* **Task item**:
Show every line from the entries that follow which holds the word "edges".

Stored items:
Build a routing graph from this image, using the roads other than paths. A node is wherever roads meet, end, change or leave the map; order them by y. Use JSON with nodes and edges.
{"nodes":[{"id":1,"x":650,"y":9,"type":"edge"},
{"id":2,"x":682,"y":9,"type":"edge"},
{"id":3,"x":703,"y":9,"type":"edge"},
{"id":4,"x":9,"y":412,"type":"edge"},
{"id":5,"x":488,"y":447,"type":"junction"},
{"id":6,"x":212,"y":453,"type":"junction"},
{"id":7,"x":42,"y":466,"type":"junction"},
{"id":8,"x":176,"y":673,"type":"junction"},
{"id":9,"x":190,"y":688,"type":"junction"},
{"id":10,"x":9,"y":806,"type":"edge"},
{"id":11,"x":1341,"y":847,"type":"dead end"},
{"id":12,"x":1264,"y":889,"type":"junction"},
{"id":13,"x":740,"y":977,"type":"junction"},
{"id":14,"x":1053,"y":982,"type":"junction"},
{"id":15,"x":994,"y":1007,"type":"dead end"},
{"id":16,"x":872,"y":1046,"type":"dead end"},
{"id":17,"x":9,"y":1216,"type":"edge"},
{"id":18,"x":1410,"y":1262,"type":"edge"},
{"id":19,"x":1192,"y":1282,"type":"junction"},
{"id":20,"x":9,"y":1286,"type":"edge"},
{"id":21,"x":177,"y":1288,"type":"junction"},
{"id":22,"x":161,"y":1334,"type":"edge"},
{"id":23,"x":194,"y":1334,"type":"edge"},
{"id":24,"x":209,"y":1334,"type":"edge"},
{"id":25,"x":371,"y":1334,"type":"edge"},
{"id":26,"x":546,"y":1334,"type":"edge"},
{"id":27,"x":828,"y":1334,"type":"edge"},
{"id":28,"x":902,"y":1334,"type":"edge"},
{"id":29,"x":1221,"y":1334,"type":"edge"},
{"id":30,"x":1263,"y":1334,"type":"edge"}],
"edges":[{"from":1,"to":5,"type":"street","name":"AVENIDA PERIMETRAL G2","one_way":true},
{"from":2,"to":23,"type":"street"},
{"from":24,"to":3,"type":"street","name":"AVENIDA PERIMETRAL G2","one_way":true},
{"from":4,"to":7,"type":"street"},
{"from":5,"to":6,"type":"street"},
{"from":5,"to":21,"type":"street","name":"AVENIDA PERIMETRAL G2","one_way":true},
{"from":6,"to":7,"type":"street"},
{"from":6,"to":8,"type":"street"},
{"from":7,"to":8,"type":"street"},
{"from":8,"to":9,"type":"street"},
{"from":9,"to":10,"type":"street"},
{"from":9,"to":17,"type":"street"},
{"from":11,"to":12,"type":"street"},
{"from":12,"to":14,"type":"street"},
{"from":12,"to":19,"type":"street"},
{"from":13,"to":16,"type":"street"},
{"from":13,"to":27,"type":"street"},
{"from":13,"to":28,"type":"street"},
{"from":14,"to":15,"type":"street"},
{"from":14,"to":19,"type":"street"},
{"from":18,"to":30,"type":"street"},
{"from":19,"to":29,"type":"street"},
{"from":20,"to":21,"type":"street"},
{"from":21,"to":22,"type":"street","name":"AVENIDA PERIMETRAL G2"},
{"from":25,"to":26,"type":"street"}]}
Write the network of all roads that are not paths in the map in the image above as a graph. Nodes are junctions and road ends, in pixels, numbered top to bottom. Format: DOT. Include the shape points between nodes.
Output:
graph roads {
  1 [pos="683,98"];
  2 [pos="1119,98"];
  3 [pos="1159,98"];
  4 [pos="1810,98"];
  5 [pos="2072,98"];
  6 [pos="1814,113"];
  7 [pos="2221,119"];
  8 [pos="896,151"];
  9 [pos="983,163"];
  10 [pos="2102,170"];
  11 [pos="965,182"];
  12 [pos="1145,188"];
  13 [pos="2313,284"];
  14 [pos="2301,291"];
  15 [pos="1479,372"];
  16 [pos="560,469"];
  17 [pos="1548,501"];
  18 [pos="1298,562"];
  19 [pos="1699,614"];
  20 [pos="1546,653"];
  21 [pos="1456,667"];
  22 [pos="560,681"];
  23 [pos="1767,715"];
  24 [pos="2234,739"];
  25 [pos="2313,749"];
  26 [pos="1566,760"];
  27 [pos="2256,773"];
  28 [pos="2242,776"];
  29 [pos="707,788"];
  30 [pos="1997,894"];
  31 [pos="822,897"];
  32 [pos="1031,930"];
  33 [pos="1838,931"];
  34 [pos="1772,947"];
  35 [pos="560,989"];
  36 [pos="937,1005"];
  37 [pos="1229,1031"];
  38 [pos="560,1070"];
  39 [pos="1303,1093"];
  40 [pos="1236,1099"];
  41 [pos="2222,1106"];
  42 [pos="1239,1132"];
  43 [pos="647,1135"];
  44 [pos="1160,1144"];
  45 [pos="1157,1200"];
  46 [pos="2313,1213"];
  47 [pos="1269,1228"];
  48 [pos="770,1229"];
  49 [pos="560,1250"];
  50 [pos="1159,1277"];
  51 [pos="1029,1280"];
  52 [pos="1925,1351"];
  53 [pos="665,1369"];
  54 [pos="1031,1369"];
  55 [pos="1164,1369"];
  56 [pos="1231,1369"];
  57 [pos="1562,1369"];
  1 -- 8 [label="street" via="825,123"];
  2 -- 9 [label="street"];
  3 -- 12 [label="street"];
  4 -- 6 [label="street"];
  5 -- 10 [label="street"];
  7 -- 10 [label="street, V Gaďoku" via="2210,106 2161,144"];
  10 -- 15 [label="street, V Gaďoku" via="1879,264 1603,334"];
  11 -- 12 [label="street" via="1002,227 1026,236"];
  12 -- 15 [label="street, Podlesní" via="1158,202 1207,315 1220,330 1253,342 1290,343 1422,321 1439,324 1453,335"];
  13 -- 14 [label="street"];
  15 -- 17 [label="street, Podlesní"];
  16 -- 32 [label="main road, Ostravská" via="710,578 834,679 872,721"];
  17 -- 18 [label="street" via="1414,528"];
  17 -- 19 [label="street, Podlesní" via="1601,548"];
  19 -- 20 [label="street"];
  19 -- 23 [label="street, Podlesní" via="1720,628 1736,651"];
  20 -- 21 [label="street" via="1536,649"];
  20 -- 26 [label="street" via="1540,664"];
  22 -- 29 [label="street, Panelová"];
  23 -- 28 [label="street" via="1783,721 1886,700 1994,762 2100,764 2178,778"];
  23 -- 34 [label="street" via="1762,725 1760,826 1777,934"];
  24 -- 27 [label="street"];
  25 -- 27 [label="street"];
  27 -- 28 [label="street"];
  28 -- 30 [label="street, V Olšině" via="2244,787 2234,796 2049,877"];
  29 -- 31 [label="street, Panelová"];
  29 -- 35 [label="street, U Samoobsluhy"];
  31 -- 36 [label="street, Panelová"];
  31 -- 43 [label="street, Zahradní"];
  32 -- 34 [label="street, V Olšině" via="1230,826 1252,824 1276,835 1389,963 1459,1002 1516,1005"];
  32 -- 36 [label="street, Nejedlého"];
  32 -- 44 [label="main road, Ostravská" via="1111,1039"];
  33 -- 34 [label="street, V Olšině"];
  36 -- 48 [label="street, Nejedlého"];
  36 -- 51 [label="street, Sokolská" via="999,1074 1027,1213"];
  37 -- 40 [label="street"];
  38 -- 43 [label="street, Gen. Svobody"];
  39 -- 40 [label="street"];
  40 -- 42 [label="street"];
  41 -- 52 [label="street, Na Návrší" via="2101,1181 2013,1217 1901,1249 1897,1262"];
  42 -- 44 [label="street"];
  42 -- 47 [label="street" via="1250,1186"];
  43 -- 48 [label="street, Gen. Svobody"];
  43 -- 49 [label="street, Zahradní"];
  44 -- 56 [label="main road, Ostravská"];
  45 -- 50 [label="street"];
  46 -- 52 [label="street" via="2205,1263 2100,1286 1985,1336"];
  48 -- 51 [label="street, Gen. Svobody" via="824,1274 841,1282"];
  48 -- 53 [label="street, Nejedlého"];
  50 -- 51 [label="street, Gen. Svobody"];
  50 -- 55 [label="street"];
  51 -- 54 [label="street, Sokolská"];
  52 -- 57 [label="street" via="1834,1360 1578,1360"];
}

* **Result of the exercise**:
Build a routing graph from this image, using the roads other than paths. A node is wherever roads meet, end, change or leave the map; order them by y. Use JSON with nodes and edges.
"edges":[{"from":1,"to":5,"type":"street","name":"AVENIDA PERIMETRAL G2","one_way":true},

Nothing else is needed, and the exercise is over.